> TASK OBJECTIVE:
For the records below, count the lines containing the word "image" and reply with the number alone.

Collected data
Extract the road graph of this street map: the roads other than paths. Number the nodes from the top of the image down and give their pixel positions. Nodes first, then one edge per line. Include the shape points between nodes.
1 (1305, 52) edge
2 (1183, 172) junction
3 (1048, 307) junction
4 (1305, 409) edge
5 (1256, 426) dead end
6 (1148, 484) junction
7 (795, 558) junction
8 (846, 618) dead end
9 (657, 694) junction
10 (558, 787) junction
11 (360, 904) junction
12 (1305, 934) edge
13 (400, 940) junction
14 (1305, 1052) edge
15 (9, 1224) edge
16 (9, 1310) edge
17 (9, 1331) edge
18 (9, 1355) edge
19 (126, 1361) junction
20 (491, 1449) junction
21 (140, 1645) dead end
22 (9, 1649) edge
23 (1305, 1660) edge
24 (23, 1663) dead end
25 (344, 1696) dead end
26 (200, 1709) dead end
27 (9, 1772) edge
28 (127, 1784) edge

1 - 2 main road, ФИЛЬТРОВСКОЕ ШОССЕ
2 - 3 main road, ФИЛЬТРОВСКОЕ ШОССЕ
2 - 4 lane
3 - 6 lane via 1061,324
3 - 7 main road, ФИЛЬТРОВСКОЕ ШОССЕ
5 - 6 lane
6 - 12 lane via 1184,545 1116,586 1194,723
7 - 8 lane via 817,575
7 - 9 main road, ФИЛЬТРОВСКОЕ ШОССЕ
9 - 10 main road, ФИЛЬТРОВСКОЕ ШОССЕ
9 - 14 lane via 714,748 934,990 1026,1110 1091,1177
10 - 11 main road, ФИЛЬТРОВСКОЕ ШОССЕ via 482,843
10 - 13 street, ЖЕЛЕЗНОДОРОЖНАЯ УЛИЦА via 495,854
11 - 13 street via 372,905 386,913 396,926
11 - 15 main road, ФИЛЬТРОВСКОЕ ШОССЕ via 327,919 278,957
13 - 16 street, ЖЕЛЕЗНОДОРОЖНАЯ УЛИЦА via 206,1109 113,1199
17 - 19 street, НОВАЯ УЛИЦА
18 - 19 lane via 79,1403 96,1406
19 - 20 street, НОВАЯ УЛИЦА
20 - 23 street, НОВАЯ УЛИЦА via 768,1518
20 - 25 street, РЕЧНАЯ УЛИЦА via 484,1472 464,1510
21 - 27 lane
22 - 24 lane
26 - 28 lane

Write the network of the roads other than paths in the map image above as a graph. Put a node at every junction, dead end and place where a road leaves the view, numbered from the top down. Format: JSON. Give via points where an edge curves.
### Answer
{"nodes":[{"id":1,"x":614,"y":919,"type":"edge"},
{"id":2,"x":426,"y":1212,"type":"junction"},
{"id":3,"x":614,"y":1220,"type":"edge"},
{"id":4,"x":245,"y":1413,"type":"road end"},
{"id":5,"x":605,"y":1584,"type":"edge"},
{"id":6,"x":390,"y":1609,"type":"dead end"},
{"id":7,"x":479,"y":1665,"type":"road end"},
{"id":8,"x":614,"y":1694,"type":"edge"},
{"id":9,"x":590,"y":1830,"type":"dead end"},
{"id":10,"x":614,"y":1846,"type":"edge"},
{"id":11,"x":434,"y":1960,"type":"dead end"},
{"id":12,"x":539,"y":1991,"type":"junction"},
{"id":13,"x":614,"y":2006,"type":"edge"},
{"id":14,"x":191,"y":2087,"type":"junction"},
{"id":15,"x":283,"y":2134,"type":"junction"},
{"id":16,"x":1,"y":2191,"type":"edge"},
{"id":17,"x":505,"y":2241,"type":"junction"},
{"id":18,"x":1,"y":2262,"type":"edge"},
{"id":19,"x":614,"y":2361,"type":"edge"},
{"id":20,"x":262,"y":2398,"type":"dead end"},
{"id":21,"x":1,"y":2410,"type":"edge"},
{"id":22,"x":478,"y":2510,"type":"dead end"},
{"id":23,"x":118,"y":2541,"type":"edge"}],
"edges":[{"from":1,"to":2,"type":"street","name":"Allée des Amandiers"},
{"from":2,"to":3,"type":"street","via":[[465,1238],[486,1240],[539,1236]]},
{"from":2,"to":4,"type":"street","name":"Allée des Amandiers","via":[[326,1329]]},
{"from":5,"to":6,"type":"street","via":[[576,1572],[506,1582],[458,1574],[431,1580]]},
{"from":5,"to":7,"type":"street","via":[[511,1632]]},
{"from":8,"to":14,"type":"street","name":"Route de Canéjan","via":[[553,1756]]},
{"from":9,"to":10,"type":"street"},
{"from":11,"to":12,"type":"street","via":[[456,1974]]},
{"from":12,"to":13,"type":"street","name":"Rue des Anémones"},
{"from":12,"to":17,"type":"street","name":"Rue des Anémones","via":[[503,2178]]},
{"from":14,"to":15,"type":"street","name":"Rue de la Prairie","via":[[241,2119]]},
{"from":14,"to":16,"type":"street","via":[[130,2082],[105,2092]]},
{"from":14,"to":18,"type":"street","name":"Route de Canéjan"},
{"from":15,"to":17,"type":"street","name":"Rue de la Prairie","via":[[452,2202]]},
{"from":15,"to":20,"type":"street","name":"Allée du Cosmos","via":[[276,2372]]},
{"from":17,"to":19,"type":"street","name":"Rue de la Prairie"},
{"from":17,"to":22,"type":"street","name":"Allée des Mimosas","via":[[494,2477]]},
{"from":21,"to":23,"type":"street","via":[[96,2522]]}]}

> EXERCISE RESPONSE:
2